AIf your neighbor’s property is damaged by your tree, then he should file a claim with his insurance company. If the tree damages his house or other structures (such as a garage, shed or fence), his homeowners policy will generally pay to fix the damage. If the tree damages your neighbor’s car, then his auto insurance policy’s comprehensive coverage usually pays to repair it.

However, if your neighbor can prove that you were negligent—if, for example, he had sent you a letter asking you to remove a dead tree that an arborist had determined posed a safety hazard—he may try to get you to pay for the damage. “As a precaution, a homeowner should have an arborist conduct a tree survey every year,” says Rebecca Korach Woan, CEO of Chartwell Insurance Services in Chicago. This is a good time of year to trim trees that might cause problems, before the start of hurricane season on June 1.

If the tree falls and lands on your property, your home insurance policy would pay for damage to your home and other structures, and your car insurance policy would pay for damage to your car. Keep in mind that it will pay only beyond the deductible on your homeowners or car insurance, so get an idea how much the repairs might cost before you file a claim.

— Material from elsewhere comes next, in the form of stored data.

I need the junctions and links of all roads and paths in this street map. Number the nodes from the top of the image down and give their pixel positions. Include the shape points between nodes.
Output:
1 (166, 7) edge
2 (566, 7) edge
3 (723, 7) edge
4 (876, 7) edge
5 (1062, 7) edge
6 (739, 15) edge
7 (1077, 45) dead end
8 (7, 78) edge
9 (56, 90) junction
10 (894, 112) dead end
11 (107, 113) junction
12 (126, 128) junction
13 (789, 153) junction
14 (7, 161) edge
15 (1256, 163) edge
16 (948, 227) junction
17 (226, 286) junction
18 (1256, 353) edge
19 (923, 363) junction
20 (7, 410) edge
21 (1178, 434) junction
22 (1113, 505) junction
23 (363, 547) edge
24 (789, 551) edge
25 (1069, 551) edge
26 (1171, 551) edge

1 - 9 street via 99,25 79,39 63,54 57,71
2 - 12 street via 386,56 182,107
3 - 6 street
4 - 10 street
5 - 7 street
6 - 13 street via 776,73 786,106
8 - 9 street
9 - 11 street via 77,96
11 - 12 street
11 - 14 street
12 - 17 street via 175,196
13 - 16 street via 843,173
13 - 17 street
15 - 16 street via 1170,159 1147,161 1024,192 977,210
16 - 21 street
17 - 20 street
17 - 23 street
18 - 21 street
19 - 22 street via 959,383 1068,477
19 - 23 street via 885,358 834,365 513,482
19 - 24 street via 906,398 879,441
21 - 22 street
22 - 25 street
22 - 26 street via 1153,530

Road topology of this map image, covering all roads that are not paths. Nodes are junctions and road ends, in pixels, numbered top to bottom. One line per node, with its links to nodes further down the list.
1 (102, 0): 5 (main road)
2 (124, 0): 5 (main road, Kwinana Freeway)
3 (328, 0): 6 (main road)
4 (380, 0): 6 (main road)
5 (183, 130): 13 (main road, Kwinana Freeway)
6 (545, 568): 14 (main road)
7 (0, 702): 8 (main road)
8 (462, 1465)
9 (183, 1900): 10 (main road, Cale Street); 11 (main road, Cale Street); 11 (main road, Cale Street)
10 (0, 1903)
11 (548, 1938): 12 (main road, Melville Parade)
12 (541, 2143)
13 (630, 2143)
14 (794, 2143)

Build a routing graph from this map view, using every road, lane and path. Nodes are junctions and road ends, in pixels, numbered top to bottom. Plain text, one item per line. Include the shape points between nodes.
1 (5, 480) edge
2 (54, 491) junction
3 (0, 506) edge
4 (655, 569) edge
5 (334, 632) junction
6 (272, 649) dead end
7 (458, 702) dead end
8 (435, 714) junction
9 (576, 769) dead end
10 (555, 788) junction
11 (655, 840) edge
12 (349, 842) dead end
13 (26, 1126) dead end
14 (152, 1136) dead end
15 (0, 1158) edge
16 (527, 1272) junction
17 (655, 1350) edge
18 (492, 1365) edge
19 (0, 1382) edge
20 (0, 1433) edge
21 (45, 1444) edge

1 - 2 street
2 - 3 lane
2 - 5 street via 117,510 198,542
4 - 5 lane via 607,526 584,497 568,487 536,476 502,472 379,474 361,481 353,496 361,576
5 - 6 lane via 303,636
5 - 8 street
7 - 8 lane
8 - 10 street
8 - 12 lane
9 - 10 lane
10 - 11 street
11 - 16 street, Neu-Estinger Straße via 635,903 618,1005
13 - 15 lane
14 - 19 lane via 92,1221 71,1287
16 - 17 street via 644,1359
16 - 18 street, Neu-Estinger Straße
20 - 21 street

If a tree falls and doesn’t hit anything, most insurance policies will pay little or nothing for the cleanup. Policies that do cover tree cleanup generally limit payouts to just $500 to $1,000, even though it can cost much more to clear and haul away a large tree. If the tree falls into your neighbor’s yard without doing damage, you may want to offer to pay toward the cleanup to keep peace with your neighbor.